Pin1 inhibitors could reduce or stop outbreaks of herpes simplex virus 1

A class of antivirals called Pin1 inhibitors could reduce or stop outbreaks of herpes simplex virus 1 (HSV-1), the common infection behind oral herpes, according to new research published in Antiviral Research on July 25.

HSV-1 causes sores around the mouth, commonly called cold sores or fever blisters. Most people are infected with HSV-1 in childhood, and between 50% and 90% of people worldwide have HSV-1. After the initial infection, HSV-1 remains in the body and can reactivate throughout a person's life. While HSV-1 infections are usually mild, they can be serious and even deadly for people with suppressed immune systems. Finding new, more effective antivirals for this common illness is essential.

Researchers focused on an enzyme called peptidyl-prolyl cis-trans isomerase NIMA-interacting 1, or Pin1, that regulates protein stability, function, and cellular structure. When this enzyme is dysregulated, it can play a role in a variety of conditions, including obesity, cancer, heart failure, and more.

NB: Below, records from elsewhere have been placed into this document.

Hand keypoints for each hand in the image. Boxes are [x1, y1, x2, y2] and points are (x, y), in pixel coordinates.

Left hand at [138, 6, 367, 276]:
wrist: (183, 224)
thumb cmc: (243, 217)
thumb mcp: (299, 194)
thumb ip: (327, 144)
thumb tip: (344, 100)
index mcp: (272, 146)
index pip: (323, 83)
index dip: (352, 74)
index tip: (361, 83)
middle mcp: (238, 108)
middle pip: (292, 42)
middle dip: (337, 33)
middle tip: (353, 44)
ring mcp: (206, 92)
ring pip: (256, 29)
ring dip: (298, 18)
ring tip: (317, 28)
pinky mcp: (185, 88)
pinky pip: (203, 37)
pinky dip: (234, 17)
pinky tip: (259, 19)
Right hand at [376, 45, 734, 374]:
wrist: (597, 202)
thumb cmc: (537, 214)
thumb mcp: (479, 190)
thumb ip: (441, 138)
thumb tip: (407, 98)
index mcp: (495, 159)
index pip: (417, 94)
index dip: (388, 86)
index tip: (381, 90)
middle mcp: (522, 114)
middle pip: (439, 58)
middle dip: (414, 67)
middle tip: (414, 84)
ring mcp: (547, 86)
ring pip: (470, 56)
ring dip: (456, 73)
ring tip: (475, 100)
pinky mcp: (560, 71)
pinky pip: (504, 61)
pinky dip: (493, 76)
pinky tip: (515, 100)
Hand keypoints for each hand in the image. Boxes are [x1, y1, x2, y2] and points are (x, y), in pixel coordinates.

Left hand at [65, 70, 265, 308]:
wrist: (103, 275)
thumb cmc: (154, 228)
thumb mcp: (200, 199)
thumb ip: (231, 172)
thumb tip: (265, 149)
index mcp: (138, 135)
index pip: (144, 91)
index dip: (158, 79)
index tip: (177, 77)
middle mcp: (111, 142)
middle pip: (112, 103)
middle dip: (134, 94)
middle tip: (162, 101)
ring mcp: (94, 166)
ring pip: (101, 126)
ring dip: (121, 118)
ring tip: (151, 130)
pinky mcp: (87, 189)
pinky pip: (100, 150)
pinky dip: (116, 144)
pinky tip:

Viruses, such as cytomegalovirus (CMV) and SARS-CoV-2, are known to affect Pin1, and Pin1 inhibitors have been developed to reduce the impact of these viruses. 

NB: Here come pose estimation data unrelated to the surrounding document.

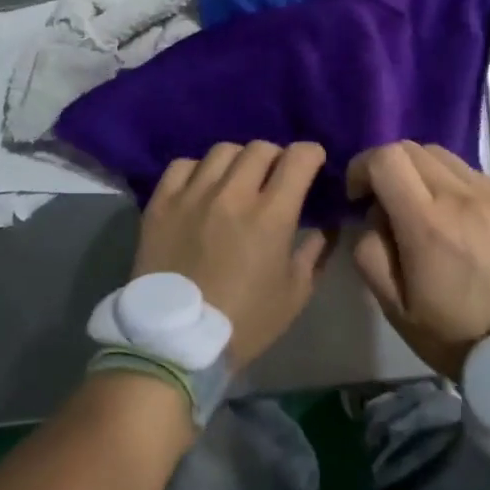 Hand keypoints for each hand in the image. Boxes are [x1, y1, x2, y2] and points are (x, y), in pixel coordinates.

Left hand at [132, 142, 333, 368]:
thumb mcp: (294, 295)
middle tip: (275, 176)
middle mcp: (232, 194)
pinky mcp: (161, 202)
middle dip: (276, 156)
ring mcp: (193, 194)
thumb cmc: (243, 322)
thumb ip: (315, 252)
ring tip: (236, 180)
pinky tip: (201, 187)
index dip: (312, 154)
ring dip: (238, 161)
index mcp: (271, 215)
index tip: (313, 163)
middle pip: (260, 148)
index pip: (299, 158)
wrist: (174, 342)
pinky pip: (182, 165)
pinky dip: (198, 170)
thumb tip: (327, 225)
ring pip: (222, 151)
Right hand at [346, 141, 489, 378]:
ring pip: (444, 156)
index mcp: (426, 223)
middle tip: (387, 201)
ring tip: (425, 209)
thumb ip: (370, 253)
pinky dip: (455, 186)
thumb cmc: (458, 335)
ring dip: (422, 173)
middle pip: (412, 148)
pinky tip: (461, 221)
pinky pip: (475, 176)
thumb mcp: (396, 308)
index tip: (359, 196)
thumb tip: (371, 218)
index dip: (362, 167)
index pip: (386, 158)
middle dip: (388, 167)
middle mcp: (462, 196)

Because HSV-infected cells over-express Pin1, researchers wanted to know if Pin1 inhibitors could also be used to treat HSV-1. "This study revealed that the host factor Pin1 is a crucial therapeutic target for the proliferation of HSV-1. Pin1 inhibitors potently suppress HSV-1 replication at low concentrations," said Takemasa Sakaguchi, a professor at the Graduate School of Biomedical and Health Sciences at Hiroshima University in Hiroshima, Japan. 

In laboratory tests, the Pin1 inhibitor H-77 and the four newly developed Pin1 inhibitors successfully stopped the replication of HSV-1. VeroE6 cells, derived from the kidney of an African green monkey and commonly used in virology research, were infected with HSV-1 and cultured in the presence of different amounts of a Pin1 inhibitor. As the amount of the inhibitor increased, the effects of HSV-1 on the cells became less pronounced and completely disappeared at 1 μM. They also found that any viral particles released from the treated cells were non-infectious. 

The most important finding of this study is how Pin1 inhibitors affect cell structures to prevent the virus from escaping. They do this by stabilizing nuclear membrane structure, physically trapping the virus in the cell nucleus. "The nuclear lamina initially functions as a 'barrier' when nucleocapsids of progeny viruses, that replicate within the nucleus, bud from the nuclear membrane. Pin1 overexpressed by the virus removes this barrier. However, through the action of the Pin1 inhibitor H-77, this barrier is rather reinforced, forming a thick and robust lamina layer. This demonstrates that H-77 transforms the nuclear lamina into an 'impregnable defensive wall,' physically blocking the escape of viruses from the nucleus of the cell," said Sakaguchi.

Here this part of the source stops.